Communiqué de presse : Réaction aux propos d’Aurélien Pradié

Est-il nécessaire de faire polémique sur la décision du Conseil constitutionnel, rendue le 8 février 2013, déclarant Aurélien Pradié inéligible pour un an ? Condamné à cause d’irrégularités dans ses comptes de campagne, celui-ci annonce justement vouloir régler ses comptes, n’est-ce pas une bonne chose ? En y regardant de plus près, ne prenons pas l’expression à la lettre.

Le Conseil constitutionnel, par la décision n°2012-4750 du 8 février 2013, a déclaré Aurélien Pradié inéligible pour un an, suite à la découverte d’une irrégularité dans ses comptes de campagne, lors des dernières élections législatives. En effet, l’article L52-12 du code électoral prohibe les comptes de campagnes déficitaires, c’est justement sur ce fondement que M. Pradié a été condamné.

Aujourd’hui, l’intéressé déclare être la cible d’un coup monté, et vouloir rendre les coups dont il aurait été la victime. Il précise « aucune anomalie n’a été relevée dans les comptes de campagne à l’exception de la difficulté survenue pour l’apport personnel ». Finalement, si l’on traduit cette déclaration, il y avait bien une anomalie. La décision du Conseil constitutionnel ne laisse aucun doute là-dessus.

Plusieurs questions se posent alors. La première, si M. Pradié pensait être effectivement l’objet d’un quelconque coup monté, pourquoi ne pas avoir agi en justice pour obtenir gain de cause, plutôt que d’étaler ses soupçons dans la presse ? Si raison lui avait été donnée, il aurait pu aisément prouver ses propos.Il faut tout de même remarquer qu’il est bien peu sérieux de la part d’un établissement bancaire de refuser un prêt qu’il avait préalablement consenti.

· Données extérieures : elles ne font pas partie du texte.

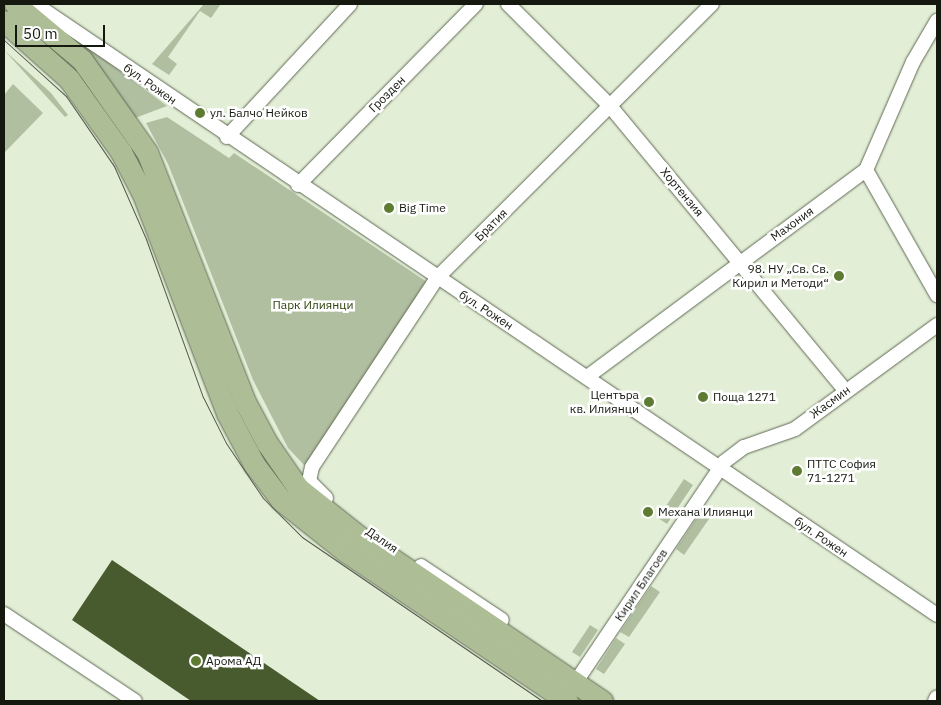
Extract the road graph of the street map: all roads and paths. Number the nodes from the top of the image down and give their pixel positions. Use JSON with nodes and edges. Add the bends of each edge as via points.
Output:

«Le plafond de dépenses est fixé à 40 000 €, rappelle le candidat malheureux. J’ai dépensé 20 000 €. Quand nous avons fait les comptes, avec mon mandataire financier, on s’est aperçu qu’il manquait 8 500 € » déclarait Aurélien Pradié à La Dépêche du Midi le 13 février dernier. Si aucune erreur juridique n’a été détectée par le Conseil Constitutionnel, il faut souligner une erreur comptable d’appréciation  qui concerne, si l’on comprend bien le propos, la moitié des sommes engagées, en clair un oubli de 8500 euros… Le MJS 46 veut bien croire que l’ancien candidat était entièrement absorbé par la campagne. Toutefois, une erreur d’un tel montant semble assez mal venue notamment pour quelqu’un qui se définit comme issu d’une classe modeste. Nous rappelons que cette somme représente tout ou grande partie des revenus annuels de nombreux lotois.

Aurélien Pradié se livre désormais en effet à des attaques personnelles, visant MM. Fabre et Baldy, suite à leurs déclarations, faisant simplement état de la situation. Aussi M. Pradié se cherche-t-il des excuses pour retrouver un tant soit peu de crédibilité. Il sera cependant difficile de faire oublier une irrégularité dans les comptes de campagne, car même si seul l’apport personnel dans ses comptes a été mis en cause, ils ont été invalidés, au regard de la loi, qui, rappelons-le, est au-dessus de M. Pradié.

Les Jeunes Socialistes appellent donc l’intéressé à faire profil bas concernant cette affaire, surtout si ses déclarations visent à lui donner des excuses, alors visiblement que la Justice ne lui en a donné aucune.

Le MJS invite M. Pradié à apporter une contribution plus apaisée à la vie politique. Il ne s’agit pas qu’il se taise, ou qu’il mette de côté ses convictions, mais juste qu’il comprenne que la vie politique, comme la vie sociale, apprécie les forts caractères quand ces derniers interviennent pour apaiser, contrôler et calmer le jeu.